I finally finished reading a book that offends me, upsets me, and articulates my worst fears: Generation Me, by Jean M. Twenge, Ph.D. Anyone who works with young people knows how self-centered, selfish, uncaring, disengaged, dishonest and entitled they are in their teens, but it drives the nail home to read the results of fourteen years of study into today's Me generation. As a secondary educator for the past 30+ years, my fervent hope and prayer has always been that they will outgrow that stage, develop caring and compassionate natures that allow them to transcend the egocentric "me, me, me," and flourish as mature, responsible adults who know and adhere to The Golden Rule.
Well, that isn't going to happen anytime soon, according to this author, which is a shame because the focus on self to the exclusion of anyone else is a dead-end to life in many ways, usually beginning with a sense of despair and ending with full-blown depression which no amount of shopping/spending/partying can overcome. If you have pretty much had anything you ever wanted -- and more -- by the time you turn 18, what else does life have to offer? Who is going to sustain the materialistic gratification you have come to expect? Certainly not the self-empowered young person who has never had to earn anything that has come into his/her life, including food, clothing, housing, transportation, education, recreation, and discretionary income. Why work for it if you can get it without lifting a finger?
The media has created an affluent lifestyle that is the expectation for today's young people.
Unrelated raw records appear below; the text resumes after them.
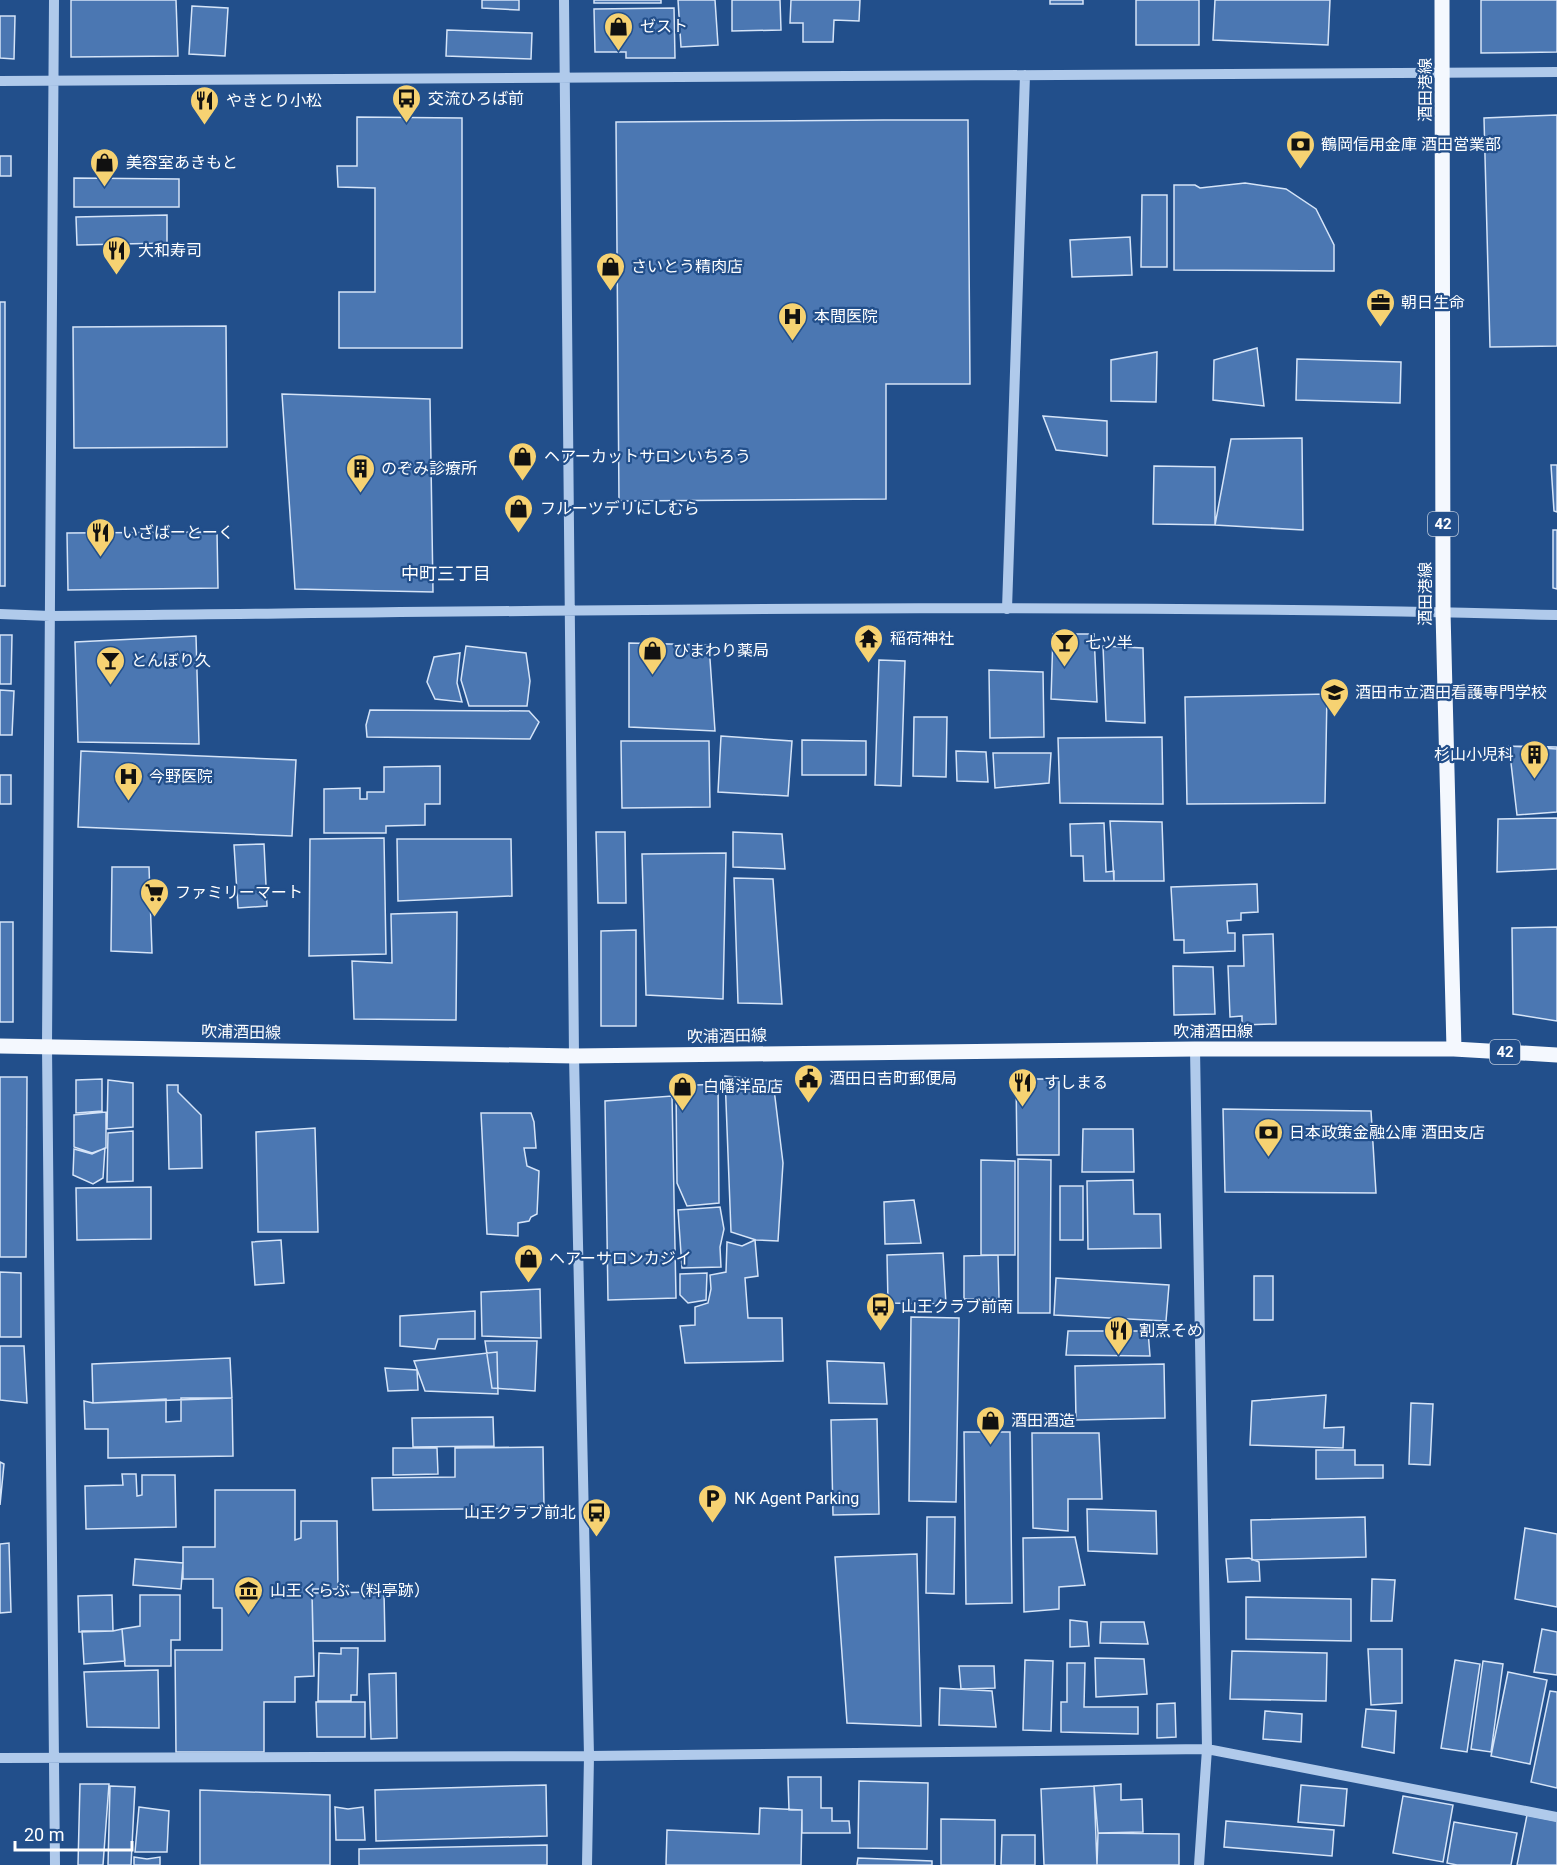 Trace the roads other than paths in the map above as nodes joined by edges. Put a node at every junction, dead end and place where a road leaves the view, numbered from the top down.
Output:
1 (54, 0) edge
2 (564, 0) edge
3 (1442, 0) edge
4 (1557, 72) edge
5 (1443, 73) junction
6 (1025, 75) junction
7 (565, 78) junction
8 (0, 81) edge
9 (54, 82) junction
10 (1007, 609) junction
11 (569, 611) junction
12 (1443, 612) junction
13 (0, 614) edge
14 (1557, 615) edge
15 (50, 616) junction
16 (0, 1046) edge
17 (47, 1046) junction
18 (1195, 1049) junction
19 (1454, 1049) junction
20 (1557, 1055) edge
21 (574, 1056) junction
22 (1207, 1749) junction
23 (589, 1756) junction
24 (0, 1758) edge
25 (54, 1758) junction
26 (1557, 1817) edge
27 (55, 1865) edge
28 (587, 1865) edge
29 (1199, 1865) edge

1 - 9 street
2 - 7 street
3 - 5 main road, 酒田港線 / 42
4 - 5 street
5 - 6 street
5 - 12 main road, 酒田港線 / 42
6 - 7 street
6 - 10 street
7 - 9 street
7 - 11 street
8 - 9 street
9 - 15 street
10 - 11 street
10 - 12 street
11 - 15 street
11 - 21 street
12 - 14 street
12 - 19 main road, 酒田港線 / 42
13 - 15 street
15 - 17 street
16 - 17 main road, 吹浦酒田線
17 - 21 main road, 吹浦酒田線
17 - 25 street
18 - 19 main road, 吹浦酒田線
18 - 21 main road, 吹浦酒田線
18 - 22 street
19 - 20 main road, 42
21 - 23 street
22 - 23 street
22 - 26 street
22 - 29 street
23 - 25 street
23 - 28 street
24 - 25 street
25 - 27 street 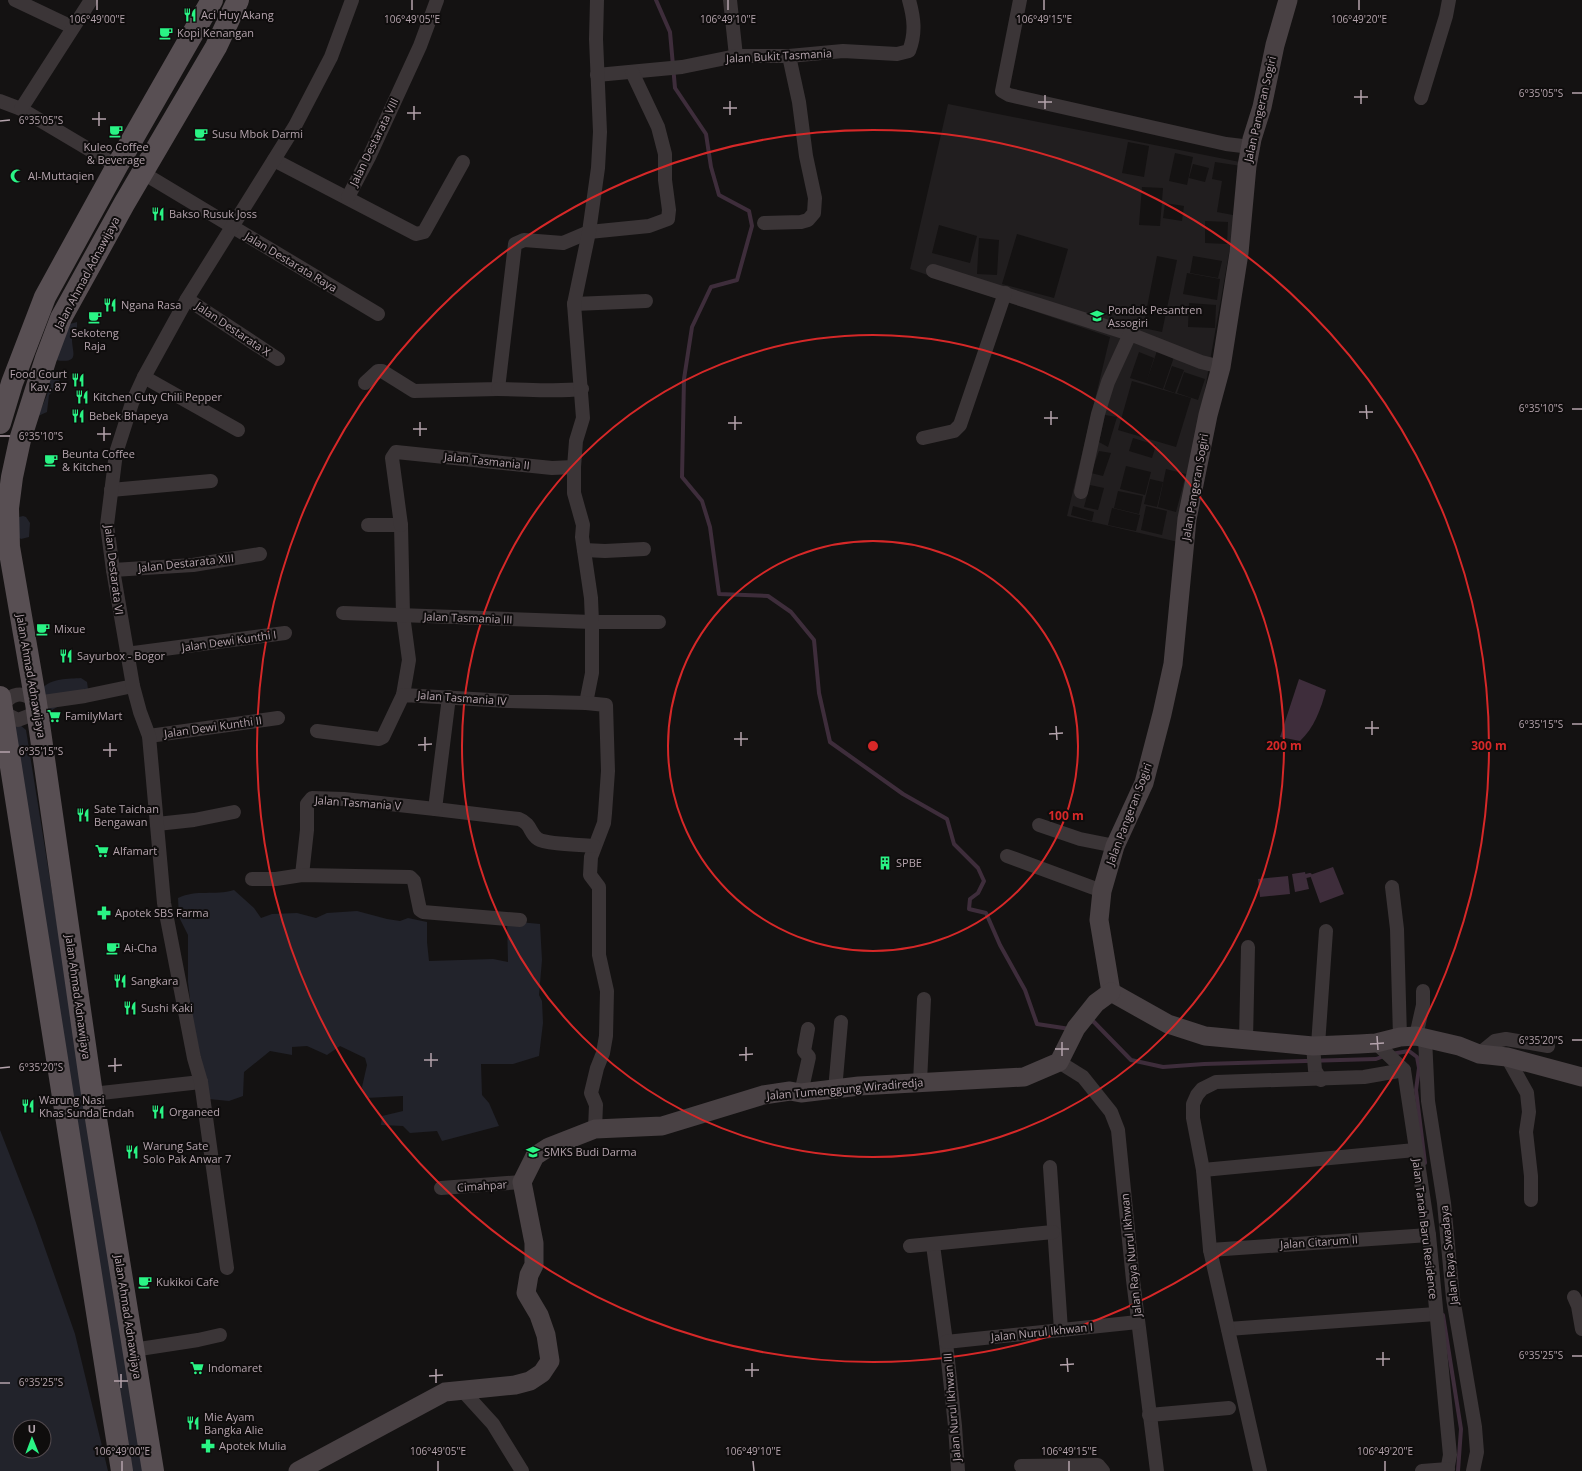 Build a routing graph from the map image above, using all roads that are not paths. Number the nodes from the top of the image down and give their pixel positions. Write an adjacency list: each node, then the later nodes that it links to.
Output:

When an individual graduates from college, it is expected that a starting salary will be, minimally, $50k, with full benefits and paid vacation, an expectation that cannot be met in today's tough economic times. Gone are the days of starting at the bottom and working one's way up the ladder of both responsibility and success because that does not pay for the fully-furnished apartment, the hot car, the hip wardrobe, the happening clubs, and the endless array of electronics it takes to keep today's young person tuned in to the world.
Whereas you and I keep our work and our home lives separate, today's young people bring the outside into the work place and take offense when told to turn off the blue tooth, the IPod, the Blackberry, and stop texting. Young workers today think nothing of doing personal business on the company computer and resent being told to conduct personal business on personal time and equipment. There are no technology boundaries in a wireless culture that sincerely believes that if I want to do it, I'm going to do it. My college courses are constantly disrupted by students who take personal calls and/or keep up a running stream of texting during class. When a student brings a laptop to class for notetaking, I have to devote additional time to monitoring the screen to be sure that the student is not surfing the web in what (s)he considers downtime during class, but I call class discussion, group work, or an in-class assignment.
Watching TV during the past few weeks has opened my eyes to just how conspicuous consumption is these days, with the luxaholics, the high-end weddings, the expensive nightlife, the designer clothes, the incredible vacation destinations, the indulgent beauty salons, spa treatments and cosmetic surgery, the wives living it up on their husband's corporate image, the Super Sweet Sixteen parties that cash out at half a mil and a new $50k vehicle. The refrain is "I want it," and the answer is always "I got it." It's all about me, seldom about you, and the concept of there even being an us is laughable. Any TV show that involves multiple people quickly degenerates into total dysfunction, as if no one learns how to behave in kindergarten these days.
I've always believed that it is the order of life for the younger ones to step into the shoes of the old-timers, knowing that they will do it differently, but they will get the job done just the same. I no longer am as firmly convinced that is so because they not only don't know what has to be done, but far too few of them have the skills for doing it if they do figure out what to do. The old saying about who's going to build and repair the electronics applies to far more than just the tekkie toys.
On the back cover of the book is the sentence: "GenMe has created a profound shift in the American character, changing what it means to be an individual in today's society." My response is "that's not good" because they've also forgotten how to be part of that society. It cannot be all about me because there is an us, too, and one cannot survive without the others.